Let’s say, for example, that the senators are successful in regulating what fees airlines can charge by making everything – not just the airfare – taxable.

Currently, airlines only pay taxes on the actual tickets, not the additional fees, so they benefit from charging more in fees, rather than raising ticket prices.

They’ll start by regulating carry-on fees, and then move on to others – that’s just the way government works.

If everything is made taxable, those $45 carry-on fees won’t just magically disappear – they’ll reappear on the cost of your ticket.

And every customer will be charged that additional $45, regardless of whether you have a carry-on or not.

At least under the current system those of us who can fit everything into a backpack and shove it under the seat in front of us (which won’t be hit with a fee under Spirit’s policy) wouldn’t have to pay the additional money. But wait, there’s more, because it won’t just be $45.
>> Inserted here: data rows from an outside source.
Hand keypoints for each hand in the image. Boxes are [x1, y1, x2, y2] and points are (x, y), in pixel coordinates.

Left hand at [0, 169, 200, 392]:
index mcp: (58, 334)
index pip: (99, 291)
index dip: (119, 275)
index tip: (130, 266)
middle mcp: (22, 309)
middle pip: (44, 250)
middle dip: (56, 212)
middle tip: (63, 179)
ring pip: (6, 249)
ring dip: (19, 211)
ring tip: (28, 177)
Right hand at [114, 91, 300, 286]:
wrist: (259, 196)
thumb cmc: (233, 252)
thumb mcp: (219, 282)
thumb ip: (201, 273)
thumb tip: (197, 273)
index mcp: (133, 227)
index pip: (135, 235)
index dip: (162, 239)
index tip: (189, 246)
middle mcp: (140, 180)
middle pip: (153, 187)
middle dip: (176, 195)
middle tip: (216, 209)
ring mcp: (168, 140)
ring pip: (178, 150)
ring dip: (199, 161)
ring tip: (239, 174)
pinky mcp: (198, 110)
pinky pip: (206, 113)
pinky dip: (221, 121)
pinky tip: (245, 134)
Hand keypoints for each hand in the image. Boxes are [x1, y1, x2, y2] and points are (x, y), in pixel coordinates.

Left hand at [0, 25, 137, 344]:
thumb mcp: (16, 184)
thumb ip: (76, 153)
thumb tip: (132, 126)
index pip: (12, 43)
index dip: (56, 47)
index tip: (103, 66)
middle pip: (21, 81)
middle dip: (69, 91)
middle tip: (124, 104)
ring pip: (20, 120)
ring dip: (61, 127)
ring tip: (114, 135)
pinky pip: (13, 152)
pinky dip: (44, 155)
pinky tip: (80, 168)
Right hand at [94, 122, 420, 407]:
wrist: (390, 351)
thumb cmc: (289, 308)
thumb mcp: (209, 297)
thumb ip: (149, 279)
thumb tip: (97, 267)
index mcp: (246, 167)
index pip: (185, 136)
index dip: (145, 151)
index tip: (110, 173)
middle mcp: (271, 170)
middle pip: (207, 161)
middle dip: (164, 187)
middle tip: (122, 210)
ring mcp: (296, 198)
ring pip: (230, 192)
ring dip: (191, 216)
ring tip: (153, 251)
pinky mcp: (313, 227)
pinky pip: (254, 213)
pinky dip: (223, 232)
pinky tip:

If that $45 is now taxable at 7.5 percent like the tickets are, it will actually be closer to $48, so that the airlines will still “make” $45 on it.

The additional fees travelers are being charged are not a result of airlines being “greedy” – after all, the big airlines had profit margins of less than 2 percent in the last quarter of last year, and that was an increase, thanks in part to collecting millions in additional fees.

That means if you spent $326 to fly on Delta roundtrip from South Bend to Orlando, that “greedy” airline just made a hefty profit of less than $7.

Would you drive me to Disney World and back in exchange for gas and a pack of cigarettes?

And can I borrow your pillow, have a bag of peanuts and complain when we’re five minutes late?

There continues to be a great myth that our elected officials will somehow magically “fix” things for us, that they’ll make our lives simpler and less expensive. It just isn’t true.

Everything has a cost, and every change has its consequences.

Bryan Clapper is publisher of the Dowagiac Daily News.